From the foundation of the American Association (AA) in 1902 through its final season in 1997, its pitchers threw 97 no-hitters, which include 6 perfect games. Of these no-hitters, 72 were pitched in games that lasted at least the full 9 innings, while 25 were pitched in games shortened due to weather or that were played in doubleheaders, which were typically 7 innings. Only three of the league's six perfect games were tossed in full nine-inning games. Five no-hitters were combined—thrown by two or more pitchers on the same team.

A no-hit game occurs when a pitcher (or pitchers) allows no hits during the entire course of a game.

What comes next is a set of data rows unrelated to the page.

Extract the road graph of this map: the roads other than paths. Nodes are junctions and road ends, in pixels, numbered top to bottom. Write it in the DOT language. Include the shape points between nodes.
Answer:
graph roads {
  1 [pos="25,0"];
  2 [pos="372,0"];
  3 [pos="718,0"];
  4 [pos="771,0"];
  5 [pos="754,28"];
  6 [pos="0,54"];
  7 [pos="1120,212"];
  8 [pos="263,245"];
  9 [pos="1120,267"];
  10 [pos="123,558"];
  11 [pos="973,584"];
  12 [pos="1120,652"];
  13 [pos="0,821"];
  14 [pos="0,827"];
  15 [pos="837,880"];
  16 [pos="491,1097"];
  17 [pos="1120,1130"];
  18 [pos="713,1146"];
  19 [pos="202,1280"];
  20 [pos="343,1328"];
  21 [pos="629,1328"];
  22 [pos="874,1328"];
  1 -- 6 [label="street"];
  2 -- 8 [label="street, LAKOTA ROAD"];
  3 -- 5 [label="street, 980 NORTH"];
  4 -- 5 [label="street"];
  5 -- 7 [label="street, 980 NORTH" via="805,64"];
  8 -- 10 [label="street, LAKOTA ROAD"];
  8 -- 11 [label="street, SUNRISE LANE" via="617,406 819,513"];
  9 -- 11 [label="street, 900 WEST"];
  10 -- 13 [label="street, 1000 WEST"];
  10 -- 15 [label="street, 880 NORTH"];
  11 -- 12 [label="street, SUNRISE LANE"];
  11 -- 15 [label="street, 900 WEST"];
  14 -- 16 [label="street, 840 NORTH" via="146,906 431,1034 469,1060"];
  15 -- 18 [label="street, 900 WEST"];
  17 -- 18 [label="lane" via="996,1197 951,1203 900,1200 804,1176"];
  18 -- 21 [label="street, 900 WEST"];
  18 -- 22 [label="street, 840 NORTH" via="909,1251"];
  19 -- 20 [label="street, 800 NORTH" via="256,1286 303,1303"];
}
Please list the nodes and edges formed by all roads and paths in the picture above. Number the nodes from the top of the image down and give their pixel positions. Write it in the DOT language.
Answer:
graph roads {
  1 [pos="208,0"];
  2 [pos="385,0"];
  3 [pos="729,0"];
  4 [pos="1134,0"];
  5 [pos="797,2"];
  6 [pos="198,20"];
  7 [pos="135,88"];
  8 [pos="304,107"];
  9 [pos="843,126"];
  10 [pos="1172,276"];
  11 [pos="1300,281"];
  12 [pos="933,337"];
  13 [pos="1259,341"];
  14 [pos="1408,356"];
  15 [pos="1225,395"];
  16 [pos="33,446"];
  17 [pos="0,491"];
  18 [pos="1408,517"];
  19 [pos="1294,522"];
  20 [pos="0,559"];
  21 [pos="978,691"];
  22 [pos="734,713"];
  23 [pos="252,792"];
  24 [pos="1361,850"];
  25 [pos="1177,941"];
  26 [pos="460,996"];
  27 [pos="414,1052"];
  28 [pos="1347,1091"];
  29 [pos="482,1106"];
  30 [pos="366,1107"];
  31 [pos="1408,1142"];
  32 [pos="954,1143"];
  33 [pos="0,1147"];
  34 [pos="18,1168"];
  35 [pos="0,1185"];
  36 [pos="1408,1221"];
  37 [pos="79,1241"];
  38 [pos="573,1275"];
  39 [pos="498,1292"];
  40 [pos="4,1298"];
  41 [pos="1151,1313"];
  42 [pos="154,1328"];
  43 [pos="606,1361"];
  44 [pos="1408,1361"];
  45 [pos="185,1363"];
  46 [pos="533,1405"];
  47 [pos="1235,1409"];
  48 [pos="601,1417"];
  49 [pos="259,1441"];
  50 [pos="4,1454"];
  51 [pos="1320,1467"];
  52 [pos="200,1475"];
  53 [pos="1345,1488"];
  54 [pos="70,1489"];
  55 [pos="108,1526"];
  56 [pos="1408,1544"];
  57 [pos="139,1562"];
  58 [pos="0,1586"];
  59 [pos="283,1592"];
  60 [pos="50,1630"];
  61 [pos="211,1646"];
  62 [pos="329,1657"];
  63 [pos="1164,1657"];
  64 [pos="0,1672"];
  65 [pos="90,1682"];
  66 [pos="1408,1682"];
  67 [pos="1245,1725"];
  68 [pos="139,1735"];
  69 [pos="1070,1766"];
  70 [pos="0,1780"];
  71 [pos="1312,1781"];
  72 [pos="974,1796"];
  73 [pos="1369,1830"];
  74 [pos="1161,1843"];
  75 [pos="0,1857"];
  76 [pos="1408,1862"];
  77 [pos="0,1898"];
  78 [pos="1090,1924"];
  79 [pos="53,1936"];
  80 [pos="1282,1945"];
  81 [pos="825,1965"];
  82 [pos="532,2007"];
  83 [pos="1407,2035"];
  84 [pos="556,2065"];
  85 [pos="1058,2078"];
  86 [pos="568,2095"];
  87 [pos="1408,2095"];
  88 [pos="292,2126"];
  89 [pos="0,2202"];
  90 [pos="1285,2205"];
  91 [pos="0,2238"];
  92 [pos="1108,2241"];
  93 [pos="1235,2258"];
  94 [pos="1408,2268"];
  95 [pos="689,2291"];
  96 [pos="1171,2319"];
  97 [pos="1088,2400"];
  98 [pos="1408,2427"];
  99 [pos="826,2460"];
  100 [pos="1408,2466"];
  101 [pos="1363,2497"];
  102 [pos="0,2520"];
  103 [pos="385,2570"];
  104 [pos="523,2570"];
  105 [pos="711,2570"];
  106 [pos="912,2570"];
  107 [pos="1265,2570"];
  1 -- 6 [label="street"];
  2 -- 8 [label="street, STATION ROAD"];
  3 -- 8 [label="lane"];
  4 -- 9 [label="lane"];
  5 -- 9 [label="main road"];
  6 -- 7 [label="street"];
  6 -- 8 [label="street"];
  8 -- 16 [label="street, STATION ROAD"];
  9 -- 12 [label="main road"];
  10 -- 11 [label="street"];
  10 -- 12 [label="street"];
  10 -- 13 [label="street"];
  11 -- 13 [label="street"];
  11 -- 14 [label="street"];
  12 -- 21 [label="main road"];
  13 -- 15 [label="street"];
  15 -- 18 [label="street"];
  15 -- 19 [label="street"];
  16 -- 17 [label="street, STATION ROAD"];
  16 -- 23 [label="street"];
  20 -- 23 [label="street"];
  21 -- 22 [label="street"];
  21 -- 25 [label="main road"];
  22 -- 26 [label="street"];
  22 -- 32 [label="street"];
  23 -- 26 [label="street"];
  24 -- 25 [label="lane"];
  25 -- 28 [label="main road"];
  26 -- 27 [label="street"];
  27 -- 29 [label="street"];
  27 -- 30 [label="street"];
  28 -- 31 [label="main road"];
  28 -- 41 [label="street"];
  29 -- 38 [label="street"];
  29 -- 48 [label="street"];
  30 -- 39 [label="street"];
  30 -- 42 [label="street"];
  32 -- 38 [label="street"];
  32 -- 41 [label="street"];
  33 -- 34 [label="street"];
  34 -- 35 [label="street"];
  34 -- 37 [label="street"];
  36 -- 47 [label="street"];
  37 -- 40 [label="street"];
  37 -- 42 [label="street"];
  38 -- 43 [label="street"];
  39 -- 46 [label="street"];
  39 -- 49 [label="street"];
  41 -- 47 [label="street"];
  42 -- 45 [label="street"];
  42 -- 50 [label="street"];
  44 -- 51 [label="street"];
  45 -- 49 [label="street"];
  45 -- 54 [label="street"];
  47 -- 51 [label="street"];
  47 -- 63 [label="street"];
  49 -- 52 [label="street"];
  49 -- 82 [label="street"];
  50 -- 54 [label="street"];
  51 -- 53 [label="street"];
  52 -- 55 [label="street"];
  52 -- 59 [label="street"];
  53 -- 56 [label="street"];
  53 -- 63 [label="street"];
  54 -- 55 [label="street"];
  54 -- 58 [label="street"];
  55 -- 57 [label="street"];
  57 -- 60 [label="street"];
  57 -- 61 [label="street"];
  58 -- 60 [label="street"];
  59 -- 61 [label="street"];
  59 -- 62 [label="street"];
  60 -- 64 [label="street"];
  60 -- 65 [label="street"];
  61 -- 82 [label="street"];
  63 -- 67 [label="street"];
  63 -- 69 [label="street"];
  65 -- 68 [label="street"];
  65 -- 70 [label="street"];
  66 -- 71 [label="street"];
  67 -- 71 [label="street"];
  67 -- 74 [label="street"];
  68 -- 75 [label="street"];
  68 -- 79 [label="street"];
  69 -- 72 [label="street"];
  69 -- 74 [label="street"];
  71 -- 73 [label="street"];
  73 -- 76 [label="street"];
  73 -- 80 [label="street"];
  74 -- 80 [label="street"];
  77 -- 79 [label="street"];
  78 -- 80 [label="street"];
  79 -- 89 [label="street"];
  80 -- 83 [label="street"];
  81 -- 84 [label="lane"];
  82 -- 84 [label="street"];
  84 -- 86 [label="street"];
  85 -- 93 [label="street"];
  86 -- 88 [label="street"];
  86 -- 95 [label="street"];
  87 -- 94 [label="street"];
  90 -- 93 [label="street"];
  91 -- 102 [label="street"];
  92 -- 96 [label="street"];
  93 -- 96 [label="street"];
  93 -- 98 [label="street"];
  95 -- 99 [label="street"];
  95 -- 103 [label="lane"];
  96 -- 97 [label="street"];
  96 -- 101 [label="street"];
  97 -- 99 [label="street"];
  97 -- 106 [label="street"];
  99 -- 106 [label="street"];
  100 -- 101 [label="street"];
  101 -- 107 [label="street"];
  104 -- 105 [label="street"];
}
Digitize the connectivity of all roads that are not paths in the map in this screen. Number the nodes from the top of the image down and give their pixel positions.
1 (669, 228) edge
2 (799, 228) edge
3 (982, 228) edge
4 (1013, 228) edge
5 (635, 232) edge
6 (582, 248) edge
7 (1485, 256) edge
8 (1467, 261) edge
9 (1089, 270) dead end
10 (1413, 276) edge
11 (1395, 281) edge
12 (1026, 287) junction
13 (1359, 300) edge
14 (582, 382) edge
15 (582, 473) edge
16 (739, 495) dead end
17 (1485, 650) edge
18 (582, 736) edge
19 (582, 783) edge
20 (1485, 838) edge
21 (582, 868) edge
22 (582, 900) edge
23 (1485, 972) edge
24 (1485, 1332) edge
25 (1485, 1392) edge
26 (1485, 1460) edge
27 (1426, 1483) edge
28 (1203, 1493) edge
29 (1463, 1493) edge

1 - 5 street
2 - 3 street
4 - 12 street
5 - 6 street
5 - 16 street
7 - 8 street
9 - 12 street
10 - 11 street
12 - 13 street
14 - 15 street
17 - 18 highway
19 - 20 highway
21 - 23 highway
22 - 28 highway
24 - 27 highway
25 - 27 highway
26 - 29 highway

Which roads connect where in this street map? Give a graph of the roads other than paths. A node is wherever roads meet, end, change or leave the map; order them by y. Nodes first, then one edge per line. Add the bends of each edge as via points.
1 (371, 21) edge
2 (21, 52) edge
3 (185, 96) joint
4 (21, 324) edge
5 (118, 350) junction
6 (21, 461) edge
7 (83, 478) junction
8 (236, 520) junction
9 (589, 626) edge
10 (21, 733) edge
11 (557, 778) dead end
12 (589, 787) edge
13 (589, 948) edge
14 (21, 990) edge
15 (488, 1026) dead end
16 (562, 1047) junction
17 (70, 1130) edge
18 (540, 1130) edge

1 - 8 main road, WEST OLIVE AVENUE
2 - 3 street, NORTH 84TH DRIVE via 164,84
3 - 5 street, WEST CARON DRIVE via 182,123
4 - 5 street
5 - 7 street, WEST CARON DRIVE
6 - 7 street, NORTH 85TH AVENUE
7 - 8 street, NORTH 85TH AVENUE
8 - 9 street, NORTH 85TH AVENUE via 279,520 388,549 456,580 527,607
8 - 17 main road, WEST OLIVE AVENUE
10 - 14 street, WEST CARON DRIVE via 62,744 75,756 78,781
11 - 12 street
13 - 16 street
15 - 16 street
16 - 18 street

A batter may still reach base via a walk, an error, a fielder's choice, a hit by pitch, a passed ball or wild pitch on strike three, or catcher's interference. Due to these methods of reaching base, it is possible for a team to score runs without getting any hits. While the vast majority of no-hitters are shutouts, teams which went hitless have managed to score runs in their respective games 11 times in AA games, some in extra innings.

The first American Association no-hitter was thrown on August 10, 1906, by Harry Swan of the Kansas City Blues against the Columbus Senators at Neil Park in Columbus, Ohio. The first perfect game was pitched on May 26, 1940, by Mickey Haefner of the Minneapolis Millers versus the Milwaukee Brewers at Nicollet Park in Minneapolis, Minnesota, in a game that was called after six innings due to a six o'clock Sunday amusement blue law. The first nine-inning perfect game occurred on June 26, 1947, when Kansas City's Carl DeRose accomplished the feat against Minneapolis at Municipal Stadium in Kansas City, Missouri. The league disbanded after the 1962 season but reorganized in 1969. It continued to operate through the 1997 season. The final AA no-hitter was thrown on June 20, 1997, by Bartolo Colón of the Buffalo Bisons over the New Orleans Zephyrs at North AmeriCare Park in Buffalo, New York.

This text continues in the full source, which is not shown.